It's not .Net, but Apple Computer Inc. is making its own progress in delivering Web-based applications through its Macintosh operating system, employing similar concepts to those of Microsoft Corp.'s broad Internet initiative.
Apple late Friday will officially release the latest version of its Mac OS X operating system, known as Jaguar, which includes new technology that allows the system to run applications on the desktop that access services on the Internet.
Among some 150 upgrades and new features that the Cupertino, California, company claims to have stuffed into Mac OS X version 10.2 is a retooled version of its Sherlock search tool that acts as a user interface for accessing Web-based services.
"In many ways Sherlock changes the way that people will use and enjoy the Internet," said Ken Bereskin, director of Mac OS X product marketing. "The browser remains the ultimate Internet tool but it's designed for browsing. We've gotten the sense that there are some key services on the Internet that people use all the time that can benefit from having really great desktop applications designed for them."
Apple has recruited such Internet companies as eBay Inc. and Moviefone Inc. to offer services through the Mac OS X desktop with plug-in applications built for Sherlock. With eBay's plug-in, for example, users can search eBay's marketplace for an item to bid on. Sherlock then automatically queries eBay's Web site for relevant listings, and returns any matches to the users' desktop.
Other plug-ins include one from YellowPages.com Inc., which allows a user to enter in a business type, such as "hardware store," and receive a list of nearby hardware stores, a map of their locations, as well as detailed driving directions. Moviefone's service allows a user to search nearby theaters for movie show times and also order tickets.
Microsoft has promised to deliver its own set of consumer-facing Web services through its Windows operating system that would allow users to do such things as order tickets and book reservations without using a Web browser. Code named Hailstorm, and later renamed .Net My Services, the Redmond, Washington, software maker has put on hold any immediate plans to roll out the service to consumers.
While several industry analysts said that Apple's technology is far less developed than the infrastructure Microsoft aims to deliver through its .Net initiative, conceptually, the Web-based applications delivered through Sherlock provide an early glimpse at the future of Web-based applications and services.
"I would agree that they are using a Web services metaphor, but I think it's drastically different than the Microsoft .Net strategy," said Tim Bajarin, president of Creative Strategies Inc, a research firm in San Jose, California.
"It is similar in that they both aim to create applications that are Web based, but in Microsoft's case they're going even deeper in suggesting that they can create the underlying architecture for delivering Web-based applications," he said.
Like Microsoft's .Net initiative, Apple has made use of the industry standard data format XML (Extensible Markup Language) to allow a desktop application to pull data from the Internet and display that data in an interface other than a browser.

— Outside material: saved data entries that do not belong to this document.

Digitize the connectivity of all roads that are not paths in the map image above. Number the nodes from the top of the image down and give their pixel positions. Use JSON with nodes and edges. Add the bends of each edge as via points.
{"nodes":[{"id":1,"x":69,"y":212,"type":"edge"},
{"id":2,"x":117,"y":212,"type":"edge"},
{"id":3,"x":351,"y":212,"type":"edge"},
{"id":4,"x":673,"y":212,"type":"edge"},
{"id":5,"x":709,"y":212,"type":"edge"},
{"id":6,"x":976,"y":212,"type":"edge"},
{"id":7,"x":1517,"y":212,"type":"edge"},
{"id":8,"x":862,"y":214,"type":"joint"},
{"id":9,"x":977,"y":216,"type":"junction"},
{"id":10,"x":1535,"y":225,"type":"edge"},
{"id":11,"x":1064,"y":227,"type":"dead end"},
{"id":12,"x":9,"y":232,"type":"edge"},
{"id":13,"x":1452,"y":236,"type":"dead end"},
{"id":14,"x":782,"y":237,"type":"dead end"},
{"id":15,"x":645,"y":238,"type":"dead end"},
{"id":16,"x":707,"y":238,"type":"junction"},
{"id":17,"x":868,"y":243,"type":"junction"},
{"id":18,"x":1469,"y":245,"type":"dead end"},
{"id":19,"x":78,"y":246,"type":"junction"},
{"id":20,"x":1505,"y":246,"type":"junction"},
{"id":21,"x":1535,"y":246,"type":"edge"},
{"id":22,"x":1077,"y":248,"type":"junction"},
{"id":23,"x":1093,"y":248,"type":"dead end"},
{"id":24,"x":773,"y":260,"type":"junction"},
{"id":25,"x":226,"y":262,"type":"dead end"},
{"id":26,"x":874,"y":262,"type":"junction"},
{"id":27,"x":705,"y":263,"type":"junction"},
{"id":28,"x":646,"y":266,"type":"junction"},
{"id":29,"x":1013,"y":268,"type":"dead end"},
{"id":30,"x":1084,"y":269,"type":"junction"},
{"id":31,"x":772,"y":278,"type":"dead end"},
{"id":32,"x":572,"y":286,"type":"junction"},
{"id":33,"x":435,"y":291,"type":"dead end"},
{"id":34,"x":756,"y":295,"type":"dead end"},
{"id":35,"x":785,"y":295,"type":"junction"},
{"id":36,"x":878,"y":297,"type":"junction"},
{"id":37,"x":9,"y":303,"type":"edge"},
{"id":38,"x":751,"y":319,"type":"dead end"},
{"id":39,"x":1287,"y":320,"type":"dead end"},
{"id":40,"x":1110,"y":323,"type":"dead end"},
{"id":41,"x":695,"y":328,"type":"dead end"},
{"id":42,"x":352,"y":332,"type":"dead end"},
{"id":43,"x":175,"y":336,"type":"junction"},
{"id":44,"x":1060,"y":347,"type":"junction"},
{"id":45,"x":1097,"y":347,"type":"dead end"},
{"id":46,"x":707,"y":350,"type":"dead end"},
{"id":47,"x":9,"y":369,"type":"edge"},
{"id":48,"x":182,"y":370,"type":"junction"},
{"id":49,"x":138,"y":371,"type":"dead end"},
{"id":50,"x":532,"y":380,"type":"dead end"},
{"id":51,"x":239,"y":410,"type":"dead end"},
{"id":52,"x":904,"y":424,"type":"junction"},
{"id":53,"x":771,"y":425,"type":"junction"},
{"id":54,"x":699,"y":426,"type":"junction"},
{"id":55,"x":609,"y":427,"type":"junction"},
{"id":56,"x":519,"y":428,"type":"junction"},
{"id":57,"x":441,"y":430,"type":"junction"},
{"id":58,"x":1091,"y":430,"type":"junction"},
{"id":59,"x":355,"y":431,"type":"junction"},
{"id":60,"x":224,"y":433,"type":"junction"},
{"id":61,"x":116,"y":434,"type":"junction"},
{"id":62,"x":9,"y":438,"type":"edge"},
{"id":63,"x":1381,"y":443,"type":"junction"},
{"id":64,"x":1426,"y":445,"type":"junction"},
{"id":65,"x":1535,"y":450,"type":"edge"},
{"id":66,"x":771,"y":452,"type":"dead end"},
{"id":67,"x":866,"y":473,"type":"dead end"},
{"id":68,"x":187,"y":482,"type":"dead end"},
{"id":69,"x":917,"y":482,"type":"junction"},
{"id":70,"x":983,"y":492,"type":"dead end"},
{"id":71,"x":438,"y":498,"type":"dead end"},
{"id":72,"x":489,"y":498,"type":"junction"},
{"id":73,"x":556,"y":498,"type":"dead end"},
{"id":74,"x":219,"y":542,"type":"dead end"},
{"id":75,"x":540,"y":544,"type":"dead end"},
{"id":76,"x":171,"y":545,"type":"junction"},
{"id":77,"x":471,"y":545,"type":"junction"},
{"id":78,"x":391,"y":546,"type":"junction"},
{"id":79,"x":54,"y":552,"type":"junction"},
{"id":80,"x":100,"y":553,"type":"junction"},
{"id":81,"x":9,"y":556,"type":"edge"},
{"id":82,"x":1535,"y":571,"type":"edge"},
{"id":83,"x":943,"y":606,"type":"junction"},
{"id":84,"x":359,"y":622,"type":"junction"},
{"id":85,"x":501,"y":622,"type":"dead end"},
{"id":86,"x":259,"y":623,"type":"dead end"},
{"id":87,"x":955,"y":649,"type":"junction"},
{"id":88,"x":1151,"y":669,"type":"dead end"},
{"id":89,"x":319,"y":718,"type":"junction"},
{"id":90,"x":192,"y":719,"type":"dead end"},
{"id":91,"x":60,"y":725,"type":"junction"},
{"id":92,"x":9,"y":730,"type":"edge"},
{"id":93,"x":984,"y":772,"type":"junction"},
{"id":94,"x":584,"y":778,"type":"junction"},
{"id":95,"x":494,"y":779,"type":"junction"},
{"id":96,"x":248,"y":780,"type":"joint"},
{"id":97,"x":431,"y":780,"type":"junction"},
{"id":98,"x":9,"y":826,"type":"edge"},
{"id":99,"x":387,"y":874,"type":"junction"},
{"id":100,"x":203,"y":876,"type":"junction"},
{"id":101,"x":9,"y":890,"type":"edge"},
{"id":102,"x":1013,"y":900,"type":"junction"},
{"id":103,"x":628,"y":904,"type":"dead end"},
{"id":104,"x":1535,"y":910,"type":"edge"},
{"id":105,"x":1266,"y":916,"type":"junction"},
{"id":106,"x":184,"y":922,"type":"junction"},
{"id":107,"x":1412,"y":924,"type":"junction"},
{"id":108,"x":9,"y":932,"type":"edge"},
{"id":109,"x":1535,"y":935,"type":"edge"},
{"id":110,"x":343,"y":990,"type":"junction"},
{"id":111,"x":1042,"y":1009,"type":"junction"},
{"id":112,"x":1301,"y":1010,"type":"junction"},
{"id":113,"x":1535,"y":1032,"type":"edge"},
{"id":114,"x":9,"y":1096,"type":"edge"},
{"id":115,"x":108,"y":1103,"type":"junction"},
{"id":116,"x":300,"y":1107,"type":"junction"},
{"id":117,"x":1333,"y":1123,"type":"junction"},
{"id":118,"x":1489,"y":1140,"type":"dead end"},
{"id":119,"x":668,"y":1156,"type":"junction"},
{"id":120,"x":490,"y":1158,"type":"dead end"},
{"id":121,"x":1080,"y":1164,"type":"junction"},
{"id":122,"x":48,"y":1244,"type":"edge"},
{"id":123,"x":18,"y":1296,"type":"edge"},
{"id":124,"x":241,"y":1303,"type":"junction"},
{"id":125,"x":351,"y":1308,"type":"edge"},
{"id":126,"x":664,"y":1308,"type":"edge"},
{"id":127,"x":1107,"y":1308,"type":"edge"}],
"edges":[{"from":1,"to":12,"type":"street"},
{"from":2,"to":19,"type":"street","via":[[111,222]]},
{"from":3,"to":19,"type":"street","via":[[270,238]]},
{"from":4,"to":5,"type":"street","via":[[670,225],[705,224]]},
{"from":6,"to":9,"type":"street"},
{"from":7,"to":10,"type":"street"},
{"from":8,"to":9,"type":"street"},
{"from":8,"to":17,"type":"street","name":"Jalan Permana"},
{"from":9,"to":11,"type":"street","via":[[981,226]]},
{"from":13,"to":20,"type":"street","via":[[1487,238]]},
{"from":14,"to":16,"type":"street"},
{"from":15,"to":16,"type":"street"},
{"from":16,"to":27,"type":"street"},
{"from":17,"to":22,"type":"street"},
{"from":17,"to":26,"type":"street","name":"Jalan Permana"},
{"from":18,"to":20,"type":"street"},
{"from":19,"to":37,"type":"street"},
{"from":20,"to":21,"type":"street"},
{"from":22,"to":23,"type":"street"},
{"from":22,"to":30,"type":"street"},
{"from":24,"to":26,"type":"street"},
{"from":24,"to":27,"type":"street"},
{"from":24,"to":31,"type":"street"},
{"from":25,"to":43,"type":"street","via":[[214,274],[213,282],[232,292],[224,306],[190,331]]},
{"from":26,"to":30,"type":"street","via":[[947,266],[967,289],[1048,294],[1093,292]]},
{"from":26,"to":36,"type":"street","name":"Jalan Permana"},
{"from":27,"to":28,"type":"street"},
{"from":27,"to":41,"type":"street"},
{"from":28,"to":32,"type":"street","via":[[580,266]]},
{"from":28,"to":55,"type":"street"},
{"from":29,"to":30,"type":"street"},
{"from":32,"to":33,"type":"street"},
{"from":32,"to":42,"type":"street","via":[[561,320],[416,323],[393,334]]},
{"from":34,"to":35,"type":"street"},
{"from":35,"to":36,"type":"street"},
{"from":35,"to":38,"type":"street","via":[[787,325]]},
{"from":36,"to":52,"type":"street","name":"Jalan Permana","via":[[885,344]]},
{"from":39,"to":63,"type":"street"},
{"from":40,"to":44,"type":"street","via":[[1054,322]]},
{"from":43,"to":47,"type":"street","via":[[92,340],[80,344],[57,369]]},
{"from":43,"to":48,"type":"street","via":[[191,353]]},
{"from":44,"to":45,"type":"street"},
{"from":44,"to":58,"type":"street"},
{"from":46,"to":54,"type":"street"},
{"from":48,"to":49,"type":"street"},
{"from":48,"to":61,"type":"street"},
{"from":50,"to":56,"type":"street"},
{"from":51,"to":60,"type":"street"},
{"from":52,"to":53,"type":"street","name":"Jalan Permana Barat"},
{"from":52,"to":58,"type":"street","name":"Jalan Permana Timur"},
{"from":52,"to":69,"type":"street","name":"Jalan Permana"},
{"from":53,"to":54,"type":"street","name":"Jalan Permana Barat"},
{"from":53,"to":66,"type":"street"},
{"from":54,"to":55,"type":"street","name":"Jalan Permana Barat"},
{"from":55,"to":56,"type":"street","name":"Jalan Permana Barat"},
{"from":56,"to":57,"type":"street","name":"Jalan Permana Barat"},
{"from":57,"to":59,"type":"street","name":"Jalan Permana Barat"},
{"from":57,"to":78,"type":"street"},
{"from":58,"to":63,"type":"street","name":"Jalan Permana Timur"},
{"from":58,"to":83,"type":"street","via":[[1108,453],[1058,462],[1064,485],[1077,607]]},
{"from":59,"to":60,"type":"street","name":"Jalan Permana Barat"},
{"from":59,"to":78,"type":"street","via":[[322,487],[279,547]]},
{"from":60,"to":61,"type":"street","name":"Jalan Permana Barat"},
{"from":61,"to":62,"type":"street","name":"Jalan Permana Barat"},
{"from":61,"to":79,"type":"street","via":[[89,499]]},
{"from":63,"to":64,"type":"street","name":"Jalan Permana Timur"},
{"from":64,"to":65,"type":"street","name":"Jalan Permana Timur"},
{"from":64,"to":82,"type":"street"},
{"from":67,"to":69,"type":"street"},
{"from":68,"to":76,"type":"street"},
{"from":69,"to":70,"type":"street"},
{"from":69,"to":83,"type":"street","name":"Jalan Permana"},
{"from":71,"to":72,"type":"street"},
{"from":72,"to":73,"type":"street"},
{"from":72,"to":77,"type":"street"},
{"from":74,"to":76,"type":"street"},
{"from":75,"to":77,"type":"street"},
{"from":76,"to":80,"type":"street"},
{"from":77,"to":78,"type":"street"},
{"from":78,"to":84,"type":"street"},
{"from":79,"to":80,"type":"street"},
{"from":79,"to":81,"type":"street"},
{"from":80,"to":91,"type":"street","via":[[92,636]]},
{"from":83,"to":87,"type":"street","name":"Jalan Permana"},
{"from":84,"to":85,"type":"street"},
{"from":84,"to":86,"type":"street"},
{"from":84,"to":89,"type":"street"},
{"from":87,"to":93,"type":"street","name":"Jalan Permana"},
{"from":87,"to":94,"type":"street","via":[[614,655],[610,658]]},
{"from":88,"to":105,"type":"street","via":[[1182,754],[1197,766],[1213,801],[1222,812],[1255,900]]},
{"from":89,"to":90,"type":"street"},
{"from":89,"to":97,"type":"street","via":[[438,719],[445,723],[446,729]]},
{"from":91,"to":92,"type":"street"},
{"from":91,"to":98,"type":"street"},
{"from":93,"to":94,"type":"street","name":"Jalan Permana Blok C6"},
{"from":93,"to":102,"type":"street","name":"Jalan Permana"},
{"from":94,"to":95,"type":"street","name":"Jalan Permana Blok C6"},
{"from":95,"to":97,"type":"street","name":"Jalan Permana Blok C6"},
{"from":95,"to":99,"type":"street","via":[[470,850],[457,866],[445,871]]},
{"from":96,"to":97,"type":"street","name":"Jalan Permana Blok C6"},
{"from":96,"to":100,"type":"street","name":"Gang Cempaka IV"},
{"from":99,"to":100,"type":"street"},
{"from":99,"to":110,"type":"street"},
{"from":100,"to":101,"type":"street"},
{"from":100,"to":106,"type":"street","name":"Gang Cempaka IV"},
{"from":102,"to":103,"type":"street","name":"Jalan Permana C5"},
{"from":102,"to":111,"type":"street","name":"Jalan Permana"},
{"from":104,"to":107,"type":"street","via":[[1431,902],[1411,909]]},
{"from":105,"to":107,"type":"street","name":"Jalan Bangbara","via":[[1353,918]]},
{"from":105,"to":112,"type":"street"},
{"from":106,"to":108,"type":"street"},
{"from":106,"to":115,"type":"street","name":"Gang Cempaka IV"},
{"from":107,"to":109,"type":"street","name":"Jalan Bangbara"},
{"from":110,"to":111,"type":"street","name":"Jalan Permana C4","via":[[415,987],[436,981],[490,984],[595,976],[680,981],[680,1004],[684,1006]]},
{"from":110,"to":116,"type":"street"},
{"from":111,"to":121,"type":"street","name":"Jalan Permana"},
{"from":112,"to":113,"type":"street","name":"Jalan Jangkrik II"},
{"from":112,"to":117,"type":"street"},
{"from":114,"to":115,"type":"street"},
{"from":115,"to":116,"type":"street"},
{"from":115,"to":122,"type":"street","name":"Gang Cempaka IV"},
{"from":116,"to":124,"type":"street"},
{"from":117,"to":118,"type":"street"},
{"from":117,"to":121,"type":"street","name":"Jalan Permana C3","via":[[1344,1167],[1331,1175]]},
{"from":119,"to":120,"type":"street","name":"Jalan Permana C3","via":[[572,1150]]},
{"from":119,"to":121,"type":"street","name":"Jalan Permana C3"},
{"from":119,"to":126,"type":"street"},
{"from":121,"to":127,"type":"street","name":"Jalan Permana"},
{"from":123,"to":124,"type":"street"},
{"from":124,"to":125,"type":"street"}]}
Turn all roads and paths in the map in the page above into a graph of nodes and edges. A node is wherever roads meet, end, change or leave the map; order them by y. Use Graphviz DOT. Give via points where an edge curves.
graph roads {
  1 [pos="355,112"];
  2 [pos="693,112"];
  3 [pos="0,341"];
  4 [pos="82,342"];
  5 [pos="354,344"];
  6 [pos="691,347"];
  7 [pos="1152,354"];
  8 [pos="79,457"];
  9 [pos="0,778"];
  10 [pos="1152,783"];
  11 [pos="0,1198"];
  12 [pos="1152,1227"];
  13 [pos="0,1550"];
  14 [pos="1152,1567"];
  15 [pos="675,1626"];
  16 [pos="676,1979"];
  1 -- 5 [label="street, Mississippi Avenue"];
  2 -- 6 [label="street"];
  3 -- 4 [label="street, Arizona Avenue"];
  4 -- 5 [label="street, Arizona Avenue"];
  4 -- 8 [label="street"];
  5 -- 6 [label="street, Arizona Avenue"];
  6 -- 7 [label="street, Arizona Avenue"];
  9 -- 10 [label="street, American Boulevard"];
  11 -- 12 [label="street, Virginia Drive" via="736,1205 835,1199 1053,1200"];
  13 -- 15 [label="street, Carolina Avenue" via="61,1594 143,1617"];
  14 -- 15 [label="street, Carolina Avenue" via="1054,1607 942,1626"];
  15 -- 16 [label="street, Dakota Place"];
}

However, Microsoft is developing a more expansive infrastructure for .Net with servers and tools that would be used by businesses to build, host and deliver Web services. Much of Microsoft's efforts are aimed at linking together the computer systems of business partners.
"From Apple's standpoint, it's not clear from what they've shown here how rich its applications will be," Bajarin said, comparing the technology to .Net.
With its consumer-facing .Net Web services, Microsoft has said it plans to integrate all of the transactions that would take place as users access Web services. For example, if a user were to order a plane ticket through .Net My Services, it could potentially draw funds from a user's bank account and schedule the flight into the user's address book, without the user seeing the transactions.
Sherlock lacks such advanced features, as users still have to access a Web browser to finalize transactions that are initiated in Sherlock, such as making an actual bid on eBay.
Still, noted Al Gillen, research director of systems software at IDC, "by going around the browser [to initially access data], that really is more like a Web service."
Apple said it plans to release in the next few weeks a software development kit (SDK) that can be used to build Web-based applications that plug in to Sherlock. Eventually, users will be able to choose from a list of available services, called channels, and add them directly to their desktops.
"We're working with a large number of partners on this," Bereskin said. "With the SDK, organizations can create their own plug-ins for Sherlock."
In addition to Sherlock, Apple has integrated Internet features into several of its desktop applications, building on an industry trend to create closer ties between the Internet and the desktop. Apple's iPhoto application allows users to post photos online, as well as order prints, directly from within the iPhoto application.
The company also recently repositioned its iTools service to be called .Mac, offering users an e-mail account, online storage, an online address book and other subscription services. From the desktop of the Jaguar version of the OS users can drag and drop files into their online storage account, called iDisk. Those files can then be accessed from remote locations using an Internet browser on any Macintosh or Windows PC.
"When you can assume the Internet is there, it becomes part of everything you do in all your applications," Bereskin said. "You see that in Mac OS X."